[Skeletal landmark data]
==*==

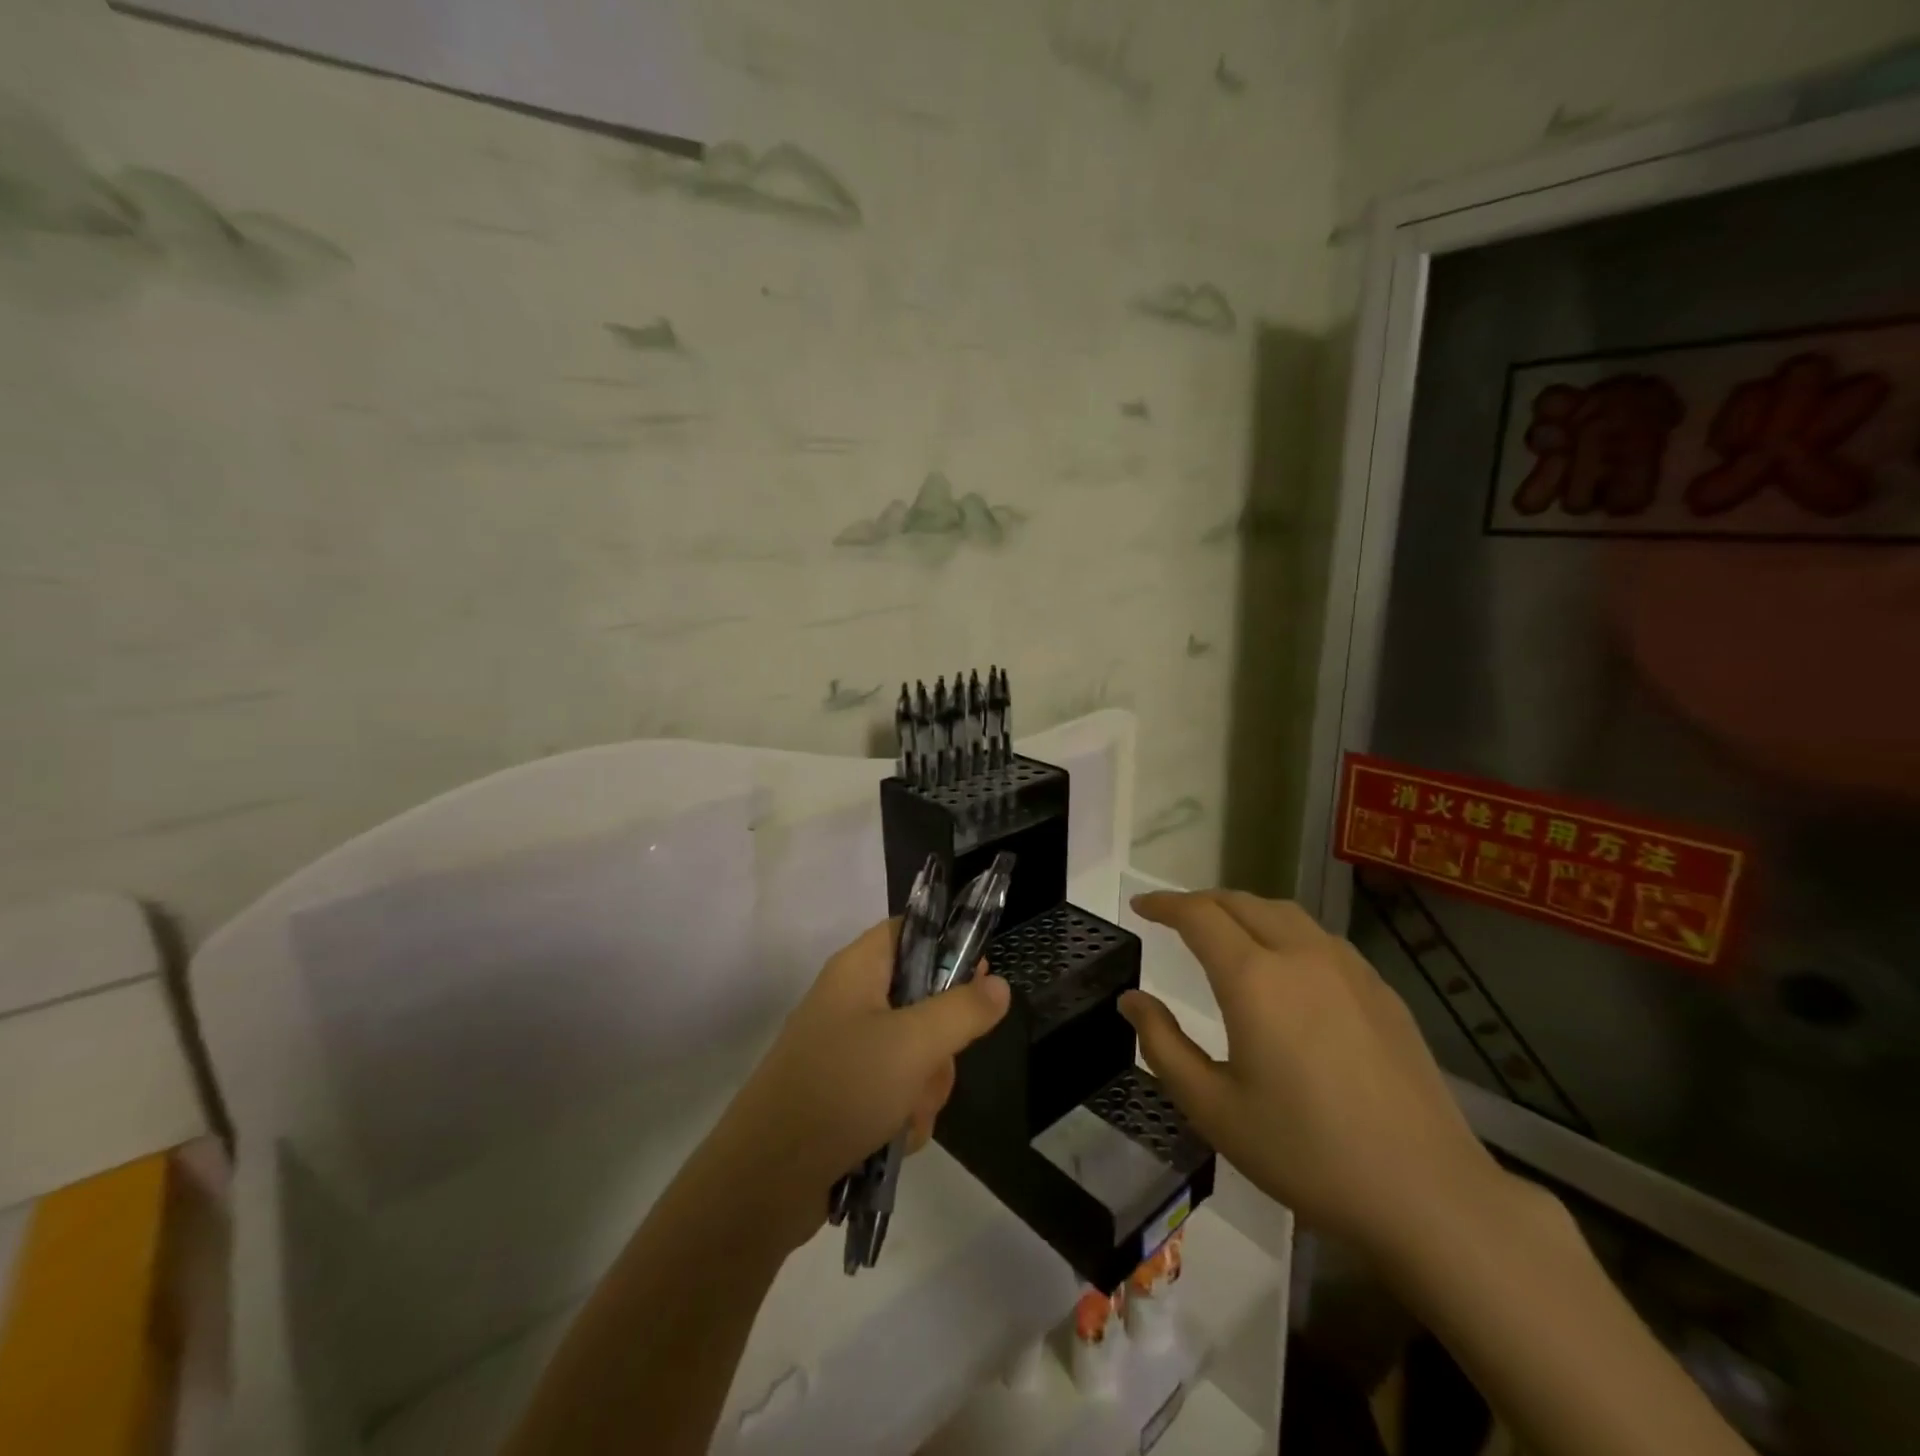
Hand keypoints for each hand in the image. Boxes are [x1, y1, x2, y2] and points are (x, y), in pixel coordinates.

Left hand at [707, 918, 1010, 1250]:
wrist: (766, 1180)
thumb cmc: (842, 1088)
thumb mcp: (914, 1044)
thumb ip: (963, 1010)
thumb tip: (999, 983)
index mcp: (858, 969)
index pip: (910, 930)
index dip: (947, 944)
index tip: (978, 976)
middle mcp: (852, 1002)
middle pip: (923, 998)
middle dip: (940, 1043)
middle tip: (933, 1065)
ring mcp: (848, 1050)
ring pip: (916, 1053)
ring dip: (924, 1088)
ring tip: (904, 1115)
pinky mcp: (846, 1094)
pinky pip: (897, 1091)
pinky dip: (903, 1114)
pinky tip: (892, 1140)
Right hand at [1121, 890, 1505, 1261]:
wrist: (1427, 1194)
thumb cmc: (1306, 1154)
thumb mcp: (1213, 1109)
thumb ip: (1163, 1045)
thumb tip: (1132, 1000)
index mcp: (1254, 979)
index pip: (1198, 915)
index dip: (1163, 904)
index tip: (1140, 907)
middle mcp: (1300, 956)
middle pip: (1241, 902)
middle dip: (1201, 902)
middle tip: (1174, 918)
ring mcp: (1348, 969)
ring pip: (1285, 913)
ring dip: (1244, 911)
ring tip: (1225, 933)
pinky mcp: (1381, 990)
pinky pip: (1320, 938)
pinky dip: (1285, 931)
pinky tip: (1286, 966)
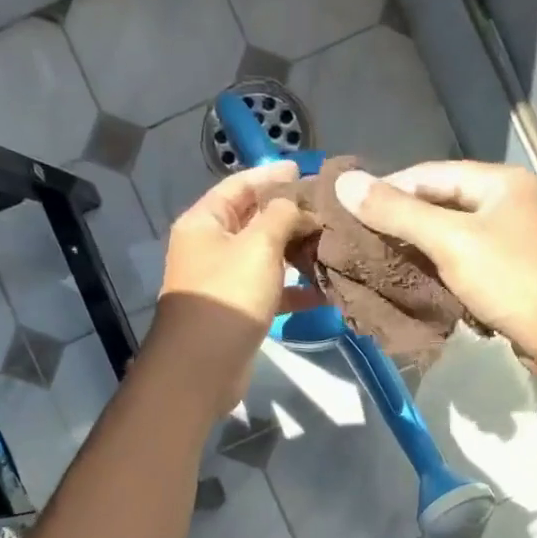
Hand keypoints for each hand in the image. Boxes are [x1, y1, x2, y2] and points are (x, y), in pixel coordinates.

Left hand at [145, 162, 320, 420]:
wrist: (202, 367)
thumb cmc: (228, 296)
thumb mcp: (259, 246)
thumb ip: (282, 215)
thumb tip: (299, 206)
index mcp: (205, 222)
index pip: (240, 186)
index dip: (272, 175)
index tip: (307, 170)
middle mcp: (211, 247)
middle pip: (254, 220)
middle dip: (291, 214)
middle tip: (330, 210)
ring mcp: (225, 281)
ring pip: (266, 257)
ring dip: (297, 252)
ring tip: (334, 244)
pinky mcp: (239, 311)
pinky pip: (271, 290)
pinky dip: (295, 289)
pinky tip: (326, 289)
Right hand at [335, 161, 536, 393]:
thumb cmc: (517, 281)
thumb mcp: (452, 242)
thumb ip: (399, 213)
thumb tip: (345, 182)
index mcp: (499, 183)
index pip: (428, 174)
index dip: (386, 189)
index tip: (346, 212)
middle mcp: (508, 205)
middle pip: (440, 206)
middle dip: (398, 224)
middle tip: (355, 244)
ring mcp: (514, 242)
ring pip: (452, 240)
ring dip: (416, 253)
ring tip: (374, 267)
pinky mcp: (514, 277)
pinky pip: (466, 267)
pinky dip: (438, 275)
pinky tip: (412, 289)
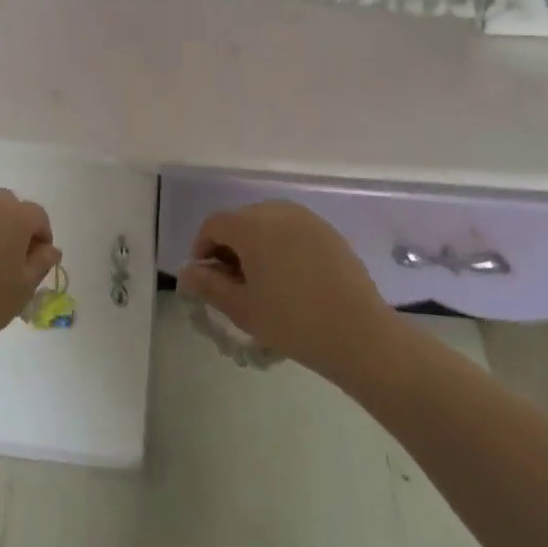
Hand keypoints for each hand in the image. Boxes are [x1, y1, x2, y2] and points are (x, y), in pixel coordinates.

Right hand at [175, 200, 393, 381]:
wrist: (360, 335)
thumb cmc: (292, 321)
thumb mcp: (241, 308)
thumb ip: (208, 285)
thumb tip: (187, 272)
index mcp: (252, 225)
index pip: (214, 224)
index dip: (202, 248)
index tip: (206, 279)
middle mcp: (278, 211)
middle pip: (240, 220)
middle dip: (229, 246)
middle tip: (232, 283)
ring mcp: (308, 219)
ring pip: (267, 223)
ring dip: (255, 244)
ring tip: (261, 281)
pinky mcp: (329, 233)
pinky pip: (293, 230)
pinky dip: (281, 246)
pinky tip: (290, 279)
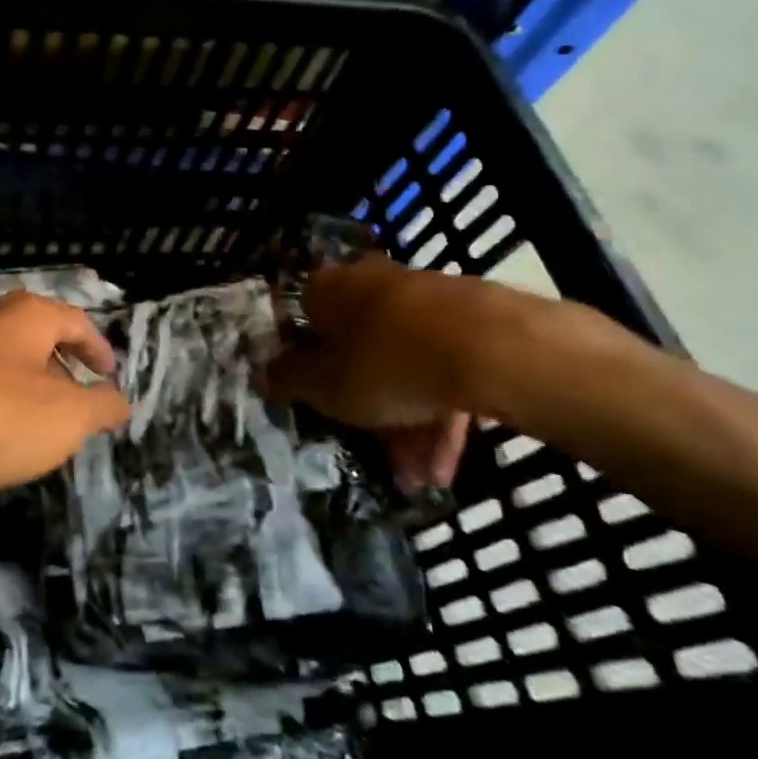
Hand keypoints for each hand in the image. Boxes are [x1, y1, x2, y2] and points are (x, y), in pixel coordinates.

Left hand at [0, 292, 129, 512]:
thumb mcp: (64, 418)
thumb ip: (99, 407)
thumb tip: (118, 401)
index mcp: (24, 316)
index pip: (76, 321)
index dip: (98, 349)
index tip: (110, 377)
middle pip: (37, 340)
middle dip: (63, 373)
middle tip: (81, 410)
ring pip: (2, 369)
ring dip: (27, 396)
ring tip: (42, 436)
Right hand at [262, 256, 553, 490]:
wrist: (494, 350)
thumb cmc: (387, 363)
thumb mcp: (325, 386)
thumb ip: (289, 381)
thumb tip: (263, 375)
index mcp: (333, 288)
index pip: (305, 313)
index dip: (303, 354)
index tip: (310, 390)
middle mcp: (377, 283)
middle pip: (359, 344)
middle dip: (363, 401)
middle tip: (369, 445)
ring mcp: (430, 300)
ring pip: (406, 362)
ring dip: (407, 421)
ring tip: (419, 475)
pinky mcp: (476, 322)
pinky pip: (445, 369)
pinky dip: (441, 414)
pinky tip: (445, 465)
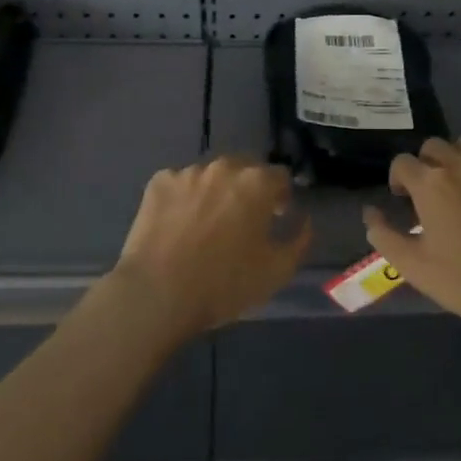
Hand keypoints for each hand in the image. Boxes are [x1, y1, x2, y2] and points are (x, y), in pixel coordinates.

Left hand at [109, 156, 311, 338]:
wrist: (157, 293)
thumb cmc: (224, 284)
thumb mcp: (277, 271)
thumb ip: (299, 240)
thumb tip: (303, 219)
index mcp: (257, 183)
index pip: (280, 176)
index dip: (281, 197)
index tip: (275, 218)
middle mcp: (224, 167)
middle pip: (245, 169)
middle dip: (249, 190)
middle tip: (242, 221)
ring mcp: (187, 172)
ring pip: (211, 176)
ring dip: (216, 192)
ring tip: (207, 224)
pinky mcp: (158, 183)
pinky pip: (180, 184)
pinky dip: (184, 198)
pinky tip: (179, 225)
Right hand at [364, 137, 460, 343]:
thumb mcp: (415, 268)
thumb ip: (384, 235)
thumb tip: (371, 213)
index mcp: (431, 184)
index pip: (402, 162)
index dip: (398, 180)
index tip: (404, 202)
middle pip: (433, 147)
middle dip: (426, 166)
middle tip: (431, 196)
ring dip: (456, 162)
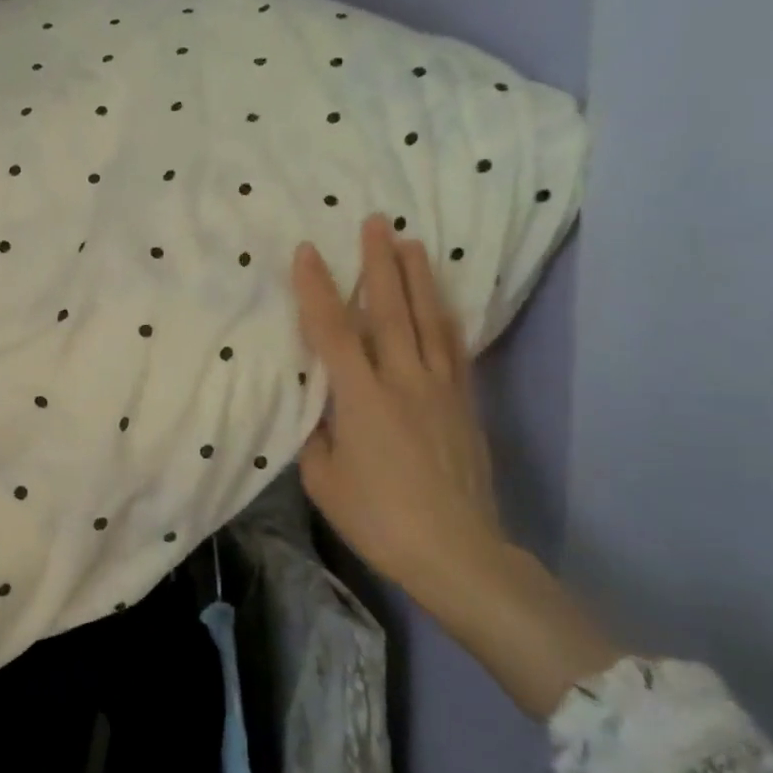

==*==

* What to do
With the pictures removed, return the data above word for word.

* Exercise result
Hand keypoints for each hand in the image. Boxes are [x1, y1, x2, y2] and points are (x, y), in pixel coordinates.

Left hand at [707, 918, 1010, 1250]:
wrist: (766, 1180)
thumb cmc: (842, 1088)
thumb mcp: (914, 1044)
thumb ip: (963, 1010)
thumb tip: (999, 983)
index mcp: (858, 969)
index pip: (910, 930)
index dip: (947, 944)
index tip: (978, 976)
middle mcp: (852, 1002)
middle pip: (923, 998)
middle dip: (940, 1043)
middle tip: (933, 1065)
ring mcp: (848, 1050)
ring pip: (916, 1053)
ring dip: (924, 1088)
ring tip: (904, 1115)
pinky mcp: (846, 1094)
pinky pip: (897, 1091)
pinky dip: (903, 1114)
pinky tip: (892, 1140)
Right hand at [1121, 890, 1505, 1261]:
wrist: (1427, 1194)
thumb cmc: (1306, 1154)
thumb mcp: (1213, 1109)
thumb ip: (1163, 1045)
thumb tip: (1132, 1000)
index mcp: (1254, 979)
index pip: (1198, 915)
index dip: (1163, 904)
index tip: (1140, 907)
middle mcp: (1300, 956)
middle pip: (1241, 902)
middle dip: (1201, 902)
middle tip: (1174, 918)
ring mcp: (1348, 969)
ring pip: (1285, 913)
ring dip: (1244, 911)
ring tip: (1225, 933)
pinky mcp: (1381, 990)
pinky pip: (1320, 938)
pinky dip: (1285, 931)
pinky tip: (1286, 966)
Hand keypoints for each hand in the image. Boxes are [x1, y1, x2, y2] and points are (x, y), in pixel coordinates.

Left hand at [145, 162, 320, 420]:
wrist: (202, 367)
thumb cmc: (228, 296)
thumb mcp: (259, 246)
thumb ip: (282, 215)
thumb tip: (299, 206)
index mcp: (205, 222)
index pip: (240, 186)
index dip: (272, 175)
index tip: (307, 170)
middle mcp: (211, 247)
middle pip: (254, 220)
middle dip: (291, 214)
middle tip: (330, 210)
ring mcp: (225, 281)
ring pip: (266, 257)
ring dip: (297, 252)
ring tip: (334, 244)
pinky mcp: (239, 311)
pinky pip: (271, 290)
pinky dip: (295, 289)
pinky tip: (326, 289)
Right hand at [335, 161, 536, 393]:
thumb cmc: (517, 281)
thumb mcp: (452, 242)
thumb ip: (399, 213)
thumb tip: (345, 182)
index mcp: (499, 183)
index pip: (428, 174)
index dip: (386, 189)
index tip: (346, 212)
middle mcp: (508, 205)
middle pip: (440, 206)
middle dip: (398, 224)
middle tip: (355, 244)
ring mcp: (514, 242)
ring pip: (452, 240)
ring dip: (416, 253)
ring tip: (374, 267)
pinky mcp: (514, 277)
pinky pip: (466, 267)
pinky dip: (438, 275)
pinky tip: (412, 289)
Hand keypoints for each hand in the image. Boxes are [x1, y1, x2, y2] and points are (x, y), in pixel coordinates.

Right hand at [175, 200, 393, 381]:
wrist: (360, 335)
thumb cmc: (292, 321)
thumb mcp: (241, 308)
thumb ip: (208, 285)
thumb tip: (187, 272)
index mcp: (252, 225)
index pip: (214, 224)
index dip: (202, 248)
index tip: (206, 279)
middle mcp: (278, 211)
middle pip: (240, 220)
middle dip: (229, 246)
middle tip: (232, 283)
ring mcp: (308, 219)
ring pip: (267, 223)
ring dip: (255, 244)
ring tip: (261, 281)
pinky mcp: (329, 233)
pinky pip: (293, 230)
pinky dip: (281, 246)
pinky tip: (290, 279)
Hand keypoints for each hand in the image. Boxes are [x1, y1, x2, y2] and points are (x, y), in pixel coordinates.

Left hand at [0, 292, 129, 512]:
thumb mcp: (64, 418)
thumb ip: (99, 407)
thumb tip: (118, 401)
index mcp: (24, 316)
index pip: (76, 321)
index dip: (98, 349)
index tip: (110, 377)
middle pip: (37, 340)
middle dip: (63, 373)
middle tip: (81, 410)
ring pip: (2, 369)
ring dip: (27, 396)
ring tip: (42, 436)
Right hand at [262, 256, 553, 490]:
wrist: (494, 350)
thumb cmc: (387, 363)
thumb mcp: (325, 386)
thumb ip: (289, 381)
thumb tip: (263, 375)
index mcp: (333, 288)
index pip: (305, 313)
index dip: (303, 354)
index tip: (310, 390)
middle mcp: (377, 283)
middle pip: (359, 344)
middle dip: (363, 401)
middle tip: (369, 445)
ring mcp: (430, 300)
ring pip: (406, 362)
ring dip: (407, 421)
ring tip: (419, 475)
pinky mcp: (476, 322)
pinky pip: (445, 369)
pinky dip: (441, 414)
pinky tip: (445, 465)
Hand keypoints for each hand in the image. Boxes are [x1, y1, x2, y2] and points are (x, y), in pixel coordinates.

Left hand at [109, 156, 311, 338]:
wrist: (157, 293)
thumb cmc: (224, 284)
thumb mcp: (277, 271)
thumb ip: (299, 240)
thumb tip: (303, 219)
index mcp: (257, 183)
index pip: (280, 176)
index dip: (281, 197)
index tip: (275, 218)
middle mcp: (224, 167)
middle pip: (245, 169)
middle dip: (249, 190)
middle tip: (242, 221)
ring mcp: (187, 172)
ring pip: (211, 176)
ring dip: (216, 192)
ring tip: (207, 224)
pinky mcp: (158, 183)
pinky pip: (180, 184)
pinky dip: (184, 198)
pinky tip: (179, 225)
Right hand at [364, 137, 460, 343]:
thumb mcp: (415, 268)
thumb ip: (384, 235)
thumb tip: (371, 213)
index mcp: (431, 184)
index pip: (402, 162)
index dip: (398, 180)
index tip: (404, 202)
middle pip: (433, 147)
middle dip: (426, 166)
middle tip: (431, 196)
ring dip: (456, 162)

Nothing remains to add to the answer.